Real Estate Customer Relationship Management - Ways for Agents to Increase Their Business

In 2005, The National Association of Realtors reported that its membership increased by 13 percent over the previous year, reaching 1.2 million. With this many people trying to get a share of the pie, Realtors need to find ways to differentiate themselves and stay ahead of the competition. Customer Relationship Management (CRM) can help them do exactly that, and even more.

CRM comes from the observation that developing good relationships with your customers helps you deliver superior service to your clients, thereby helping your business thrive. Developing a CRM-focused business is not especially hard. It starts with basic guiding rules.

In the marketing lingo, the many ways a business interacts with its clients are called points of contact. By developing the quantity and the quality of these points of contact, a real estate agent will gain more customers.

Of all the existing points of contact, the Internet should receive special attention. In just 10 years, the Web has become an essential marketing venue for today's agents. According to the NAR, 77 percent of home buyers used the Internet to search for a home in 2005. When people think about buying a home the first place they go is often the Web. It is therefore a good place for agents to capture consumers' attention and gain their confidence.

However, many agents are still missing the point: they now have their own Web sites because they know people are looking for them, but they haven't quite figured out how to use the Web as a good lead generator. Here are ways agents can improve their online points of contact.

The layout of your site is key to retain surfers. It should be flawless, and the navigation should also be easy.

E-mails are another critical point of contact. Many agents provide their e-mail address on their Web sites, but an article in Realty Times reported that one of home buyers' main complaints about Realtors online is that they don't answer their e-mails in a timely manner. Decide now about a reasonable e-mail reply policy for your business. A 24- or 48-hour reply policy is probably what most people expect. You need to state this reply policy on your Web site and stick to it. People will appreciate it.

Another option is to allow people to schedule a tour directly from your Web site. This option is a great way to get people to meet with you.

Most people start looking for homes on the Internet a few months before they actually make a decision. It is therefore important for a real estate agent to keep in touch with future home buyers. A good way to maintain that contact is to send out a monthly newsletter, which would give the latest information about the town or area. It would also provide future home buyers with the latest listings that meet their criteria. An agent who sends out this kind of newsletters will find that many of these people remember this agent when they are ready to buy.

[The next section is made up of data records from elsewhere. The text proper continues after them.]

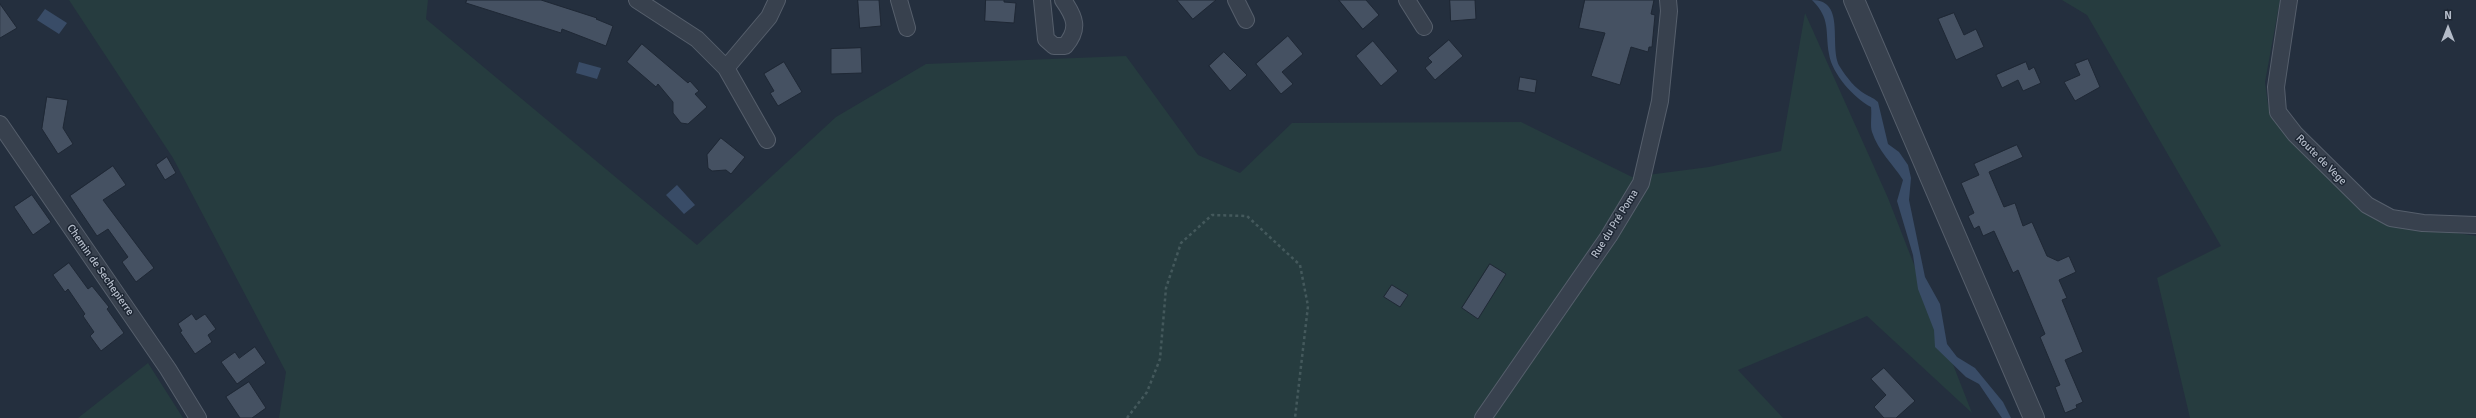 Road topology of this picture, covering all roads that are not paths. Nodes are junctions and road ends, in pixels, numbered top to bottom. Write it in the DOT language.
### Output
graph roads {
  1 [pos="637,0"];
  2 [pos="777,0"];
  3 [pos="899,0"];
  4 [pos="1042,0"];
  5 [pos="1063,0"];
  6 [pos="1236,0"];
  7 [pos="1407,0"];
  8 [pos="1668,0"];
  9 [pos="1854,0"];
  10 [pos="2289,0"];
  11 [pos="1246,20"];
  12 [pos="1424,27"];
  13 [pos="908,28"];
  14 [pos="726,68"];
  15 [pos="0,124"];
  16 [pos="767,140"];
  17 [pos="2476,225"];
  18 [pos="198,418"];
  19 [pos="1483,418"];
  20 [pos="2034,418"];
  1 -- 14 [label="street"];
  2 -- 14 [label="street"];
  3 -- 13 [label="street"];
  4 -- 5 [label="street"];
  6 -- 11 [label="street"];
  7 -- 12 [label="street"];
  8 -- 19 [label="street, Rue du Pré Poma"];
  9 -- 20 [label="street"];
  10 -- 17 [label="street, Route de Vege"];
  14 -- 16 [label="street"];
  15 -- 18 [label="street, Chemin de Sechepierre"];
} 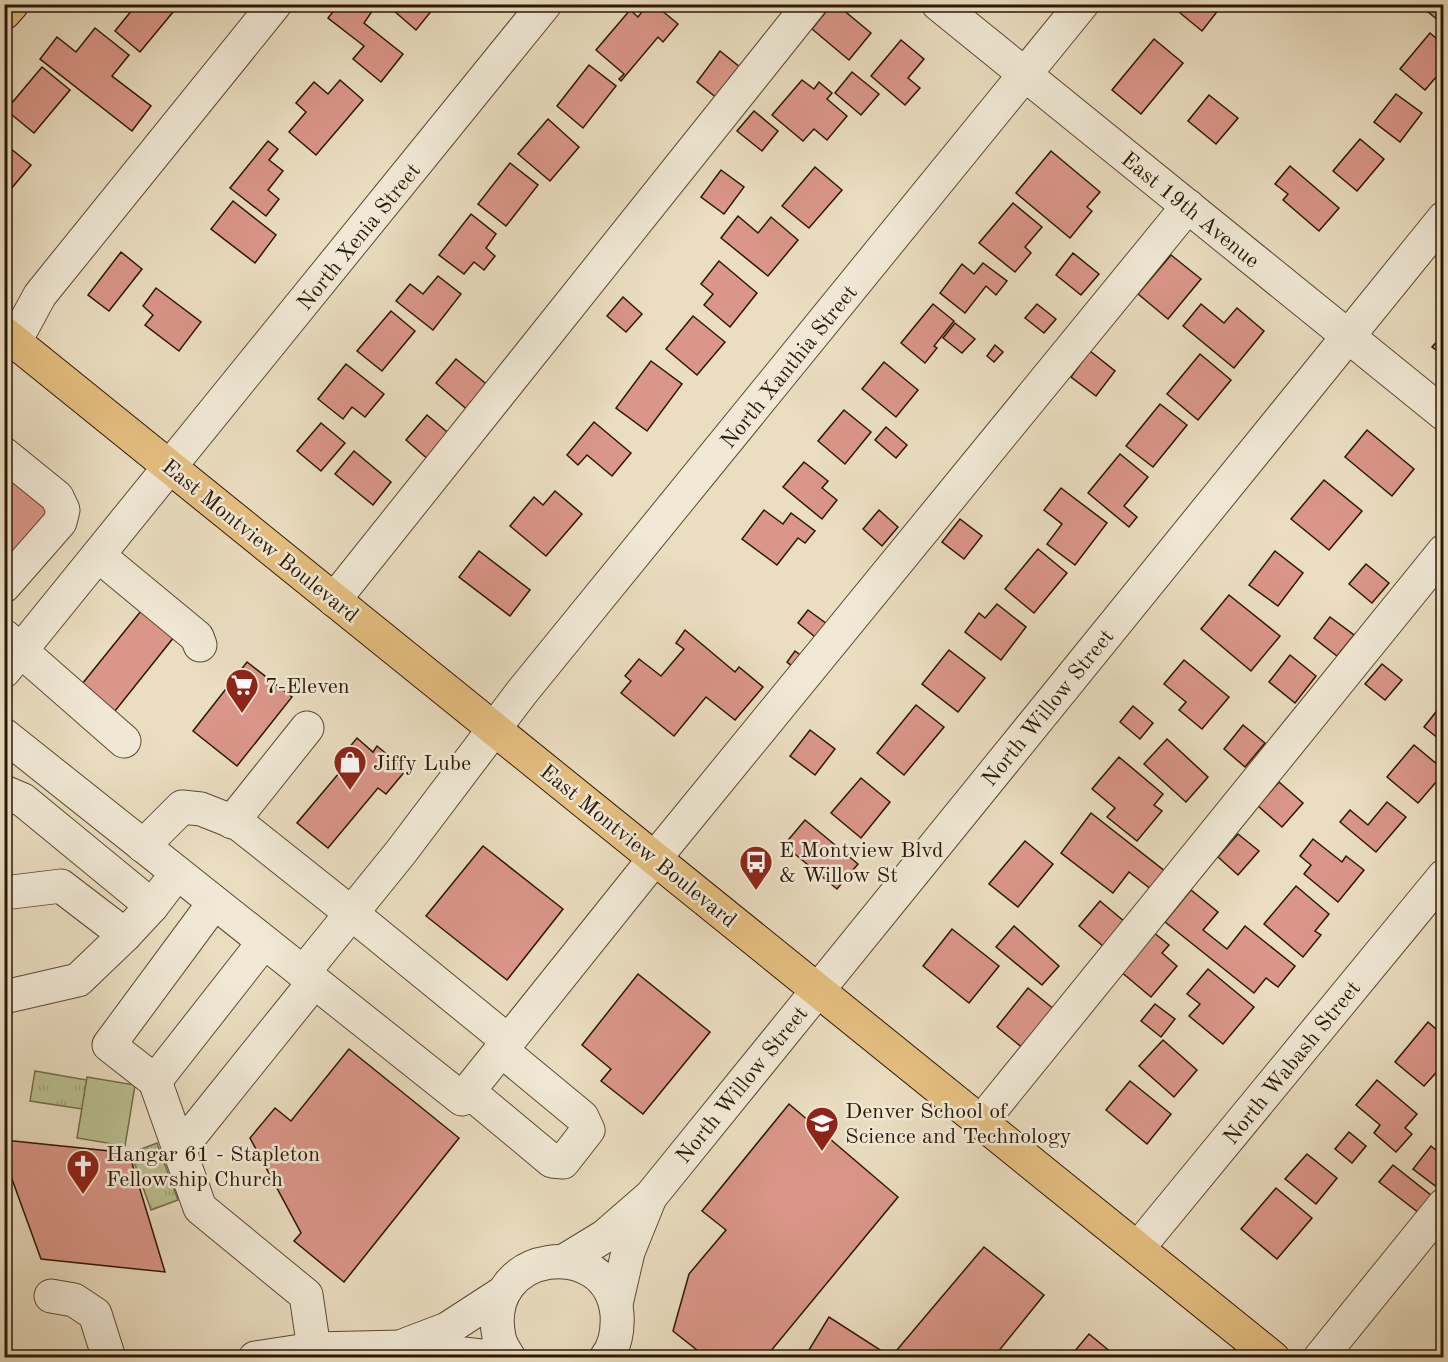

The key with CRM is to regularly evaluate existing points of contact to fine tune them in order to better serve customers. This in turn will ensure that agents have a successful business.

Content provided by 10x Media. Established in 2003, 10x Media provides innovative online marketing tools.It has expanded its online presence through networks such as Inside Real state, Inside Finances and Grab Real Estate, which contain thousands of pages for city and state specific real estate information across the nation.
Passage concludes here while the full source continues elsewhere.